### Required work
Copy each line of the listing where the word "every" can be found.

### Input data
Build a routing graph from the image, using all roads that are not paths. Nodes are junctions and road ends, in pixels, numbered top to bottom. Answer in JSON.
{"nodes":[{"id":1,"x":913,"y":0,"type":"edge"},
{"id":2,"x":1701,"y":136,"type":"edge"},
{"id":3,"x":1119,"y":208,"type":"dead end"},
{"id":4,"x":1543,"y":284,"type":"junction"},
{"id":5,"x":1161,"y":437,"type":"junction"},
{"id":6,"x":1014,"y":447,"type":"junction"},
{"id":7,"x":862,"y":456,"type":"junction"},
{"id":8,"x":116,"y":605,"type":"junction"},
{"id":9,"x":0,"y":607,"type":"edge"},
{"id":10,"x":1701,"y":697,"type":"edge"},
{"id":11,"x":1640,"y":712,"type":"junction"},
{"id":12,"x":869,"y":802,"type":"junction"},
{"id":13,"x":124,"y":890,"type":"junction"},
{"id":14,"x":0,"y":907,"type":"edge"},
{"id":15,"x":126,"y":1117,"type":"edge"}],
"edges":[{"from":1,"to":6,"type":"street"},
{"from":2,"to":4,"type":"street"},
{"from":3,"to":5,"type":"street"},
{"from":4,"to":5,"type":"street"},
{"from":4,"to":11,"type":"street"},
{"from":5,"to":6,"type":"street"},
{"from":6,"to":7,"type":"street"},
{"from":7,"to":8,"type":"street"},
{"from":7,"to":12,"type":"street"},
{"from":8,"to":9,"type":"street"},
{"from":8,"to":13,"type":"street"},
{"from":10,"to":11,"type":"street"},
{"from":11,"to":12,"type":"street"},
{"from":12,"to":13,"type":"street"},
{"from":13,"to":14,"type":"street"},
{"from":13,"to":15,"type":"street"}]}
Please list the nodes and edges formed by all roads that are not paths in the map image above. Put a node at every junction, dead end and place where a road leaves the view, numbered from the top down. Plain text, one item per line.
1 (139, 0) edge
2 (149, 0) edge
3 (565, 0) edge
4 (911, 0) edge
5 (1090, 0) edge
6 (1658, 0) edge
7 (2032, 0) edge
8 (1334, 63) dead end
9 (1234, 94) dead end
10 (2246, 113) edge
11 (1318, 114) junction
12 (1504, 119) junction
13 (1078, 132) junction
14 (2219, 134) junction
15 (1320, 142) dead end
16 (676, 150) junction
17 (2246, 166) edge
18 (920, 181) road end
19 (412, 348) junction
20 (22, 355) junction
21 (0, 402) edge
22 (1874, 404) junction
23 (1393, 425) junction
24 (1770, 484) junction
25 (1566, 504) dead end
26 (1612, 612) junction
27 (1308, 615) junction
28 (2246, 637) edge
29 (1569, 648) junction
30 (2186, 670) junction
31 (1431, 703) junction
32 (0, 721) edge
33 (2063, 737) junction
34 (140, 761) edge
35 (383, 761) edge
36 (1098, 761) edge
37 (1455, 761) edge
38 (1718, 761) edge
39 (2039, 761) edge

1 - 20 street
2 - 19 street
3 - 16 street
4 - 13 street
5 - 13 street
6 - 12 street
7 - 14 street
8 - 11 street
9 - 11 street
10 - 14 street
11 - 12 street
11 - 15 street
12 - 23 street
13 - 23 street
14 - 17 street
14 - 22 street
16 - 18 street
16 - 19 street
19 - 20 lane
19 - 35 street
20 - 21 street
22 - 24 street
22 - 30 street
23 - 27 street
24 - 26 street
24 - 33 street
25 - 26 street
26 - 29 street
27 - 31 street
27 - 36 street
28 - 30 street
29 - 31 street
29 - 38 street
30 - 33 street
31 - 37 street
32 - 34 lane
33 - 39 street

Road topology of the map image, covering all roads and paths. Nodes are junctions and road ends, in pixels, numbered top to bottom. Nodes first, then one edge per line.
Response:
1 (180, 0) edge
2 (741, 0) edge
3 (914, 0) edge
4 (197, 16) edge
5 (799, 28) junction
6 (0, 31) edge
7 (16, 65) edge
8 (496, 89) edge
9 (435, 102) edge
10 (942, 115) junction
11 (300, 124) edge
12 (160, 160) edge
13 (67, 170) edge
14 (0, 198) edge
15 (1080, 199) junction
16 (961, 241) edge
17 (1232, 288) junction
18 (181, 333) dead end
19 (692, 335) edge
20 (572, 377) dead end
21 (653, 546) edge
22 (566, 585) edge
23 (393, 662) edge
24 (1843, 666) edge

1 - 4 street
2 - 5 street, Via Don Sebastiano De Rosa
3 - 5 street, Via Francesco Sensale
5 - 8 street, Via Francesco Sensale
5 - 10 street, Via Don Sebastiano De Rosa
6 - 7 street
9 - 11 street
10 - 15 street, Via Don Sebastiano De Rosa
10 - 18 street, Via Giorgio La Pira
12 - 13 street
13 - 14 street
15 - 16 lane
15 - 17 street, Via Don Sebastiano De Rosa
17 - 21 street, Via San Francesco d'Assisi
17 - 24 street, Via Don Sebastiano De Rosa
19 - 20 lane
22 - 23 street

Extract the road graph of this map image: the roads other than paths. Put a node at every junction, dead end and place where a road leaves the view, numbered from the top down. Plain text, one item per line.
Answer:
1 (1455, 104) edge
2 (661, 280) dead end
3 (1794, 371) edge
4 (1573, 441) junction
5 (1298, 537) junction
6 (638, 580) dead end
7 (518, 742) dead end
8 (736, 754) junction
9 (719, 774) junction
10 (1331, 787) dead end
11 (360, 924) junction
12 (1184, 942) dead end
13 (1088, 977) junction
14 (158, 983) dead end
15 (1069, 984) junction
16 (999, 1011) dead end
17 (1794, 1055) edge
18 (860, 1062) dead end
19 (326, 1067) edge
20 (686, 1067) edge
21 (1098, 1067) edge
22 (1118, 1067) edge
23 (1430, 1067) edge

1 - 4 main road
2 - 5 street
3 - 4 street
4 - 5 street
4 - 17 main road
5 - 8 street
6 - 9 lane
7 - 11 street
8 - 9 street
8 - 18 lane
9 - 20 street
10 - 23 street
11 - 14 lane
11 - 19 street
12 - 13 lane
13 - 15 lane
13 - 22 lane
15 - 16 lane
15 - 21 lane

### Answer to the problem
Please list the nodes and edges formed by all roads that are not paths in the map image above. Put a node at every junction, dead end and place where a road leaves the view, numbered from the top down. Plain text, one item per line.
Extract the road graph of this map image: the roads other than paths. Put a node at every junction, dead end and place where a road leaves the view, numbered from the top down. Plain text, one item per line.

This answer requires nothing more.